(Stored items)
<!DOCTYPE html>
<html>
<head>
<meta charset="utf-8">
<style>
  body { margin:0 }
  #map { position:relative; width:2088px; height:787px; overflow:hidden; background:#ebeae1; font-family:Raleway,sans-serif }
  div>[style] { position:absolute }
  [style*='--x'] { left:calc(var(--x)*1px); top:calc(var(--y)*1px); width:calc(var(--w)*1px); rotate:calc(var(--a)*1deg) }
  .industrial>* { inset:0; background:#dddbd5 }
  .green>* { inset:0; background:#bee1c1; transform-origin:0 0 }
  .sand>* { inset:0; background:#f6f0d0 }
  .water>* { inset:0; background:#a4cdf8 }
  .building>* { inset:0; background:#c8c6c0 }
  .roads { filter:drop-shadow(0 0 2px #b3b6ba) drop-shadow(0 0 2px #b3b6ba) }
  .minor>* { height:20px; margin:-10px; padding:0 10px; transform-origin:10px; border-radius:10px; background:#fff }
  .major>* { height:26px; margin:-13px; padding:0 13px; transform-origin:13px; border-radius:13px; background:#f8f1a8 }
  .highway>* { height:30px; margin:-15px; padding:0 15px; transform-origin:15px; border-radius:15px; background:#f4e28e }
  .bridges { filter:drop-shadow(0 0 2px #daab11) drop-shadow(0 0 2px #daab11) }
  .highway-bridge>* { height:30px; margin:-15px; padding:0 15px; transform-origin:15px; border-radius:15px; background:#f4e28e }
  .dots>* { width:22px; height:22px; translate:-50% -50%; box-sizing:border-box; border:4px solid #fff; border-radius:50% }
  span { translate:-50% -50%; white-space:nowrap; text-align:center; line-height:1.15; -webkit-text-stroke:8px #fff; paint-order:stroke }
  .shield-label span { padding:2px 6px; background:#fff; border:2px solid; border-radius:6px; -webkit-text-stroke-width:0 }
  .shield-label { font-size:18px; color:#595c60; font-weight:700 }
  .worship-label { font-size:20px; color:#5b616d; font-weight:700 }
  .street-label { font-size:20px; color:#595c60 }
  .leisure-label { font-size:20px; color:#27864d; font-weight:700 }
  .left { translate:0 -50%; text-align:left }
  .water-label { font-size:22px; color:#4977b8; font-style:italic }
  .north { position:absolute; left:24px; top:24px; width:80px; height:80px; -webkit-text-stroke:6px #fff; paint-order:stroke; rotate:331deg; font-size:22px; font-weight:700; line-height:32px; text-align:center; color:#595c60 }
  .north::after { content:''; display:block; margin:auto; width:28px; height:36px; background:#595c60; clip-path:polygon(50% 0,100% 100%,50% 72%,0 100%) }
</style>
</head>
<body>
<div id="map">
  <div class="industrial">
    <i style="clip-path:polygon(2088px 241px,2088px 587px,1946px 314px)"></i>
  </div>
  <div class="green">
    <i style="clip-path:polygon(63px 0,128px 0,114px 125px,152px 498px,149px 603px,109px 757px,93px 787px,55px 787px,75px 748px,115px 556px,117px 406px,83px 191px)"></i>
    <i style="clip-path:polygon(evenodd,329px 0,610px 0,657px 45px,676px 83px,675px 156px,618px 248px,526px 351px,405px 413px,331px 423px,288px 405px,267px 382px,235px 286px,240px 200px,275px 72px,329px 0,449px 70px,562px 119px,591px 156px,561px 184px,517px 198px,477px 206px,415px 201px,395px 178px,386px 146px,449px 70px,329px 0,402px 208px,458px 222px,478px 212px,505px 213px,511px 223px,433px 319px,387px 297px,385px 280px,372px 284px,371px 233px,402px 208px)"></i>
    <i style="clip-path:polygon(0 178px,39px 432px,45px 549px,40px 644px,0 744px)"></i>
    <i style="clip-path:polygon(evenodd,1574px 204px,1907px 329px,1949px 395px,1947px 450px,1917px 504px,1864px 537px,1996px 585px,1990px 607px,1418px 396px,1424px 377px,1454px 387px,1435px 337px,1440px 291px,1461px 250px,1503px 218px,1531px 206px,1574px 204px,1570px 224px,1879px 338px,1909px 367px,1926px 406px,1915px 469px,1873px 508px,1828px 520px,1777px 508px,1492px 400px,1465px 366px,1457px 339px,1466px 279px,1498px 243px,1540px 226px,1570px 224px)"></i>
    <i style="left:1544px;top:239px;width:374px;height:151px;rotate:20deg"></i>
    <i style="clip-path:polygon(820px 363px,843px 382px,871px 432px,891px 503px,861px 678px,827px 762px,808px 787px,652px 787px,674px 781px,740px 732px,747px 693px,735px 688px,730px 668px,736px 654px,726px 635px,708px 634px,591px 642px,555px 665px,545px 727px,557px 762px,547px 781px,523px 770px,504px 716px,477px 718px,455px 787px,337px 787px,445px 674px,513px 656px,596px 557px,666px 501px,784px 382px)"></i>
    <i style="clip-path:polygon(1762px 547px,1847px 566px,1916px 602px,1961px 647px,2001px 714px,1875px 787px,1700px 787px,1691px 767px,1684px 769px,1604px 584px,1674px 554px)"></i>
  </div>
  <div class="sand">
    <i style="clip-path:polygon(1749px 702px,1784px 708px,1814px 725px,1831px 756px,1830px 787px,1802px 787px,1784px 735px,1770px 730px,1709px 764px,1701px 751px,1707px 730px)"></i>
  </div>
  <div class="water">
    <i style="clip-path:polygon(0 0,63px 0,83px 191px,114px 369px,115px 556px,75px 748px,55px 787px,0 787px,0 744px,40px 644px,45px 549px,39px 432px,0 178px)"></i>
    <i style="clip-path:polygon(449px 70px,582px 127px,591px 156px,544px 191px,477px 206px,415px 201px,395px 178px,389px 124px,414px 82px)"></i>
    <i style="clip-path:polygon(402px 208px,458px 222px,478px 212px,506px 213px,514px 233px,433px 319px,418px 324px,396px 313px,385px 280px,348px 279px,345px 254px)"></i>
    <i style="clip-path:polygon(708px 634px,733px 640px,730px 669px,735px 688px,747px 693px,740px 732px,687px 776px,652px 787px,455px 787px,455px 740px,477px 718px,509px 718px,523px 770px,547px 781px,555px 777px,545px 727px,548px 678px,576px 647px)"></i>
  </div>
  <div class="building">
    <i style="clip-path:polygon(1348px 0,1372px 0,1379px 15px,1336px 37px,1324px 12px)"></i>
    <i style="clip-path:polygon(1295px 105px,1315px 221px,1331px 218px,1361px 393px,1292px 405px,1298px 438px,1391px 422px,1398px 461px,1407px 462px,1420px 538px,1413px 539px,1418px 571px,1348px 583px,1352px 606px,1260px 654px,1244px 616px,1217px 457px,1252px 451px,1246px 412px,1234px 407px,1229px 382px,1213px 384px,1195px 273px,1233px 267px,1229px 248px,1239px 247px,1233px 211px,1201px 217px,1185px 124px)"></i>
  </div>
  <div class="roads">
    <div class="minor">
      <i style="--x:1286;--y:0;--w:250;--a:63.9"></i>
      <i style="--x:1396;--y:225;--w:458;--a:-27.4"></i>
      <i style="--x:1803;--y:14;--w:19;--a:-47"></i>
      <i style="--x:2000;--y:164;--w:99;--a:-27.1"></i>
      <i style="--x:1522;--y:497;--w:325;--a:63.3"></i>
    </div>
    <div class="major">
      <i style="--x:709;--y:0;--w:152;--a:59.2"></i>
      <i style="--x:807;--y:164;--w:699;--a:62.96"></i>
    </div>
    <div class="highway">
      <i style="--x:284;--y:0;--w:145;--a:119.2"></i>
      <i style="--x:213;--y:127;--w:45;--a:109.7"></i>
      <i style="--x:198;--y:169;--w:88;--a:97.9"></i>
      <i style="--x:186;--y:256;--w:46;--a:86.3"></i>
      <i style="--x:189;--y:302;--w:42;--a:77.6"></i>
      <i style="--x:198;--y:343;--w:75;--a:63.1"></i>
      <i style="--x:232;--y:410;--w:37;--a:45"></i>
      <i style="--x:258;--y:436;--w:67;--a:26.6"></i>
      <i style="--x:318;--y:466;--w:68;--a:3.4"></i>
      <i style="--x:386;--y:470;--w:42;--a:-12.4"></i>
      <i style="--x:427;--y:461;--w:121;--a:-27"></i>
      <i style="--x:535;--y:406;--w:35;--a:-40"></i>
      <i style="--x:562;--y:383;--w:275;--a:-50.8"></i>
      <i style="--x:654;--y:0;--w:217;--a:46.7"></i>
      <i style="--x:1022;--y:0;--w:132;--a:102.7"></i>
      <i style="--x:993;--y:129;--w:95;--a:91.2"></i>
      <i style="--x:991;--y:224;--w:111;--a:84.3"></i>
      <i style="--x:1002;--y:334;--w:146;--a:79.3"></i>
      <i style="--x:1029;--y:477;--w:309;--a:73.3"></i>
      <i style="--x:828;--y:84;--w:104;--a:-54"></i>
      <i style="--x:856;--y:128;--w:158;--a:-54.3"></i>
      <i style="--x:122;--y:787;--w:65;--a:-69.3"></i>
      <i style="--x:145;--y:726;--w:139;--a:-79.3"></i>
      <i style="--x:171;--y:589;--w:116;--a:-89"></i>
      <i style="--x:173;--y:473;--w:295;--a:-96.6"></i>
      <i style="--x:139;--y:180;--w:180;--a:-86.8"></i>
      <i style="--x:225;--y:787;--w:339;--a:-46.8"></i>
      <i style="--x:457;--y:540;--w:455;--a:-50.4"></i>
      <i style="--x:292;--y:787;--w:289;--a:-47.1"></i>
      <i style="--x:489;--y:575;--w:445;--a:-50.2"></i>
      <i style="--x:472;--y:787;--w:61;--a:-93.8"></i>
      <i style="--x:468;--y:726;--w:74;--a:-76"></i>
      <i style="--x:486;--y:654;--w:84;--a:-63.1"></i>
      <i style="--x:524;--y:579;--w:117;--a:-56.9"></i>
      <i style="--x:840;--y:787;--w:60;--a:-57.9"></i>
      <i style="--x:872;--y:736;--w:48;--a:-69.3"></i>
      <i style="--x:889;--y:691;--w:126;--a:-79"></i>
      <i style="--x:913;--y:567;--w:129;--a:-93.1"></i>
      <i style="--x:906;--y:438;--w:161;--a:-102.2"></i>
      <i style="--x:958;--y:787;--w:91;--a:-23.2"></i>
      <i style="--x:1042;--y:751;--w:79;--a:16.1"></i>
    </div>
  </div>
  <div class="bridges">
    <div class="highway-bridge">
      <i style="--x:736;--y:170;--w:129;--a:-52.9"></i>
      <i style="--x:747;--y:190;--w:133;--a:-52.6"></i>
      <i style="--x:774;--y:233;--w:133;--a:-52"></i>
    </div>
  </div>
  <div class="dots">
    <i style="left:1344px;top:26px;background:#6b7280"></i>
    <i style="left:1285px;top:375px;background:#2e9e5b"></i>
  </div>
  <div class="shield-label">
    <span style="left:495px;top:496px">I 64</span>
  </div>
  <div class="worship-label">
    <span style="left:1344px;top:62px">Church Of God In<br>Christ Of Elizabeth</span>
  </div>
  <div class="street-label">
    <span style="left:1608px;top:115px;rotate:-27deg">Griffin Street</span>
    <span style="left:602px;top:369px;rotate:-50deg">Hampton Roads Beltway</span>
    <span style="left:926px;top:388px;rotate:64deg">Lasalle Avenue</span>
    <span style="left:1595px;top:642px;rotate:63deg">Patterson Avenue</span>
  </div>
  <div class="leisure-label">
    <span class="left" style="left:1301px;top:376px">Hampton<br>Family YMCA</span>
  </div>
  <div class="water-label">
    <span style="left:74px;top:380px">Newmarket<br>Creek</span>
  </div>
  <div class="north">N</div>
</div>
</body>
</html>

Work order: Nothing beyond the line that contains "2px #b3b6ba) drop-shadow(0" belongs in the answer; reproduce the entries exactly from their first line through it.

Solution:
<!DOCTYPE html>
<html>
<head>
<meta charset="utf-8">
<style>
  body { margin:0 }
  #map { position:relative; width:2088px; height:787px; overflow:hidden; background:#ebeae1; font-family:Raleway,sans-serif }
  div>[style] { position:absolute }
  [style*='--x'] { left:calc(var(--x)*1px); top:calc(var(--y)*1px); width:calc(var(--w)*1px); rotate:calc(var(--a)*1deg) }
  .industrial>* { inset:0; background:#dddbd5 }
  .green>* { inset:0; background:#bee1c1; transform-origin:0 0 }
  .sand>* { inset:0; background:#f6f0d0 }
  .water>* { inset:0; background:#a4cdf8 }
  .building>* { inset:0; background:#c8c6c0 }
  .roads { filter:drop-shadow(0 0 2px #b3b6ba) drop-shadow(0 0 2px #b3b6ba) }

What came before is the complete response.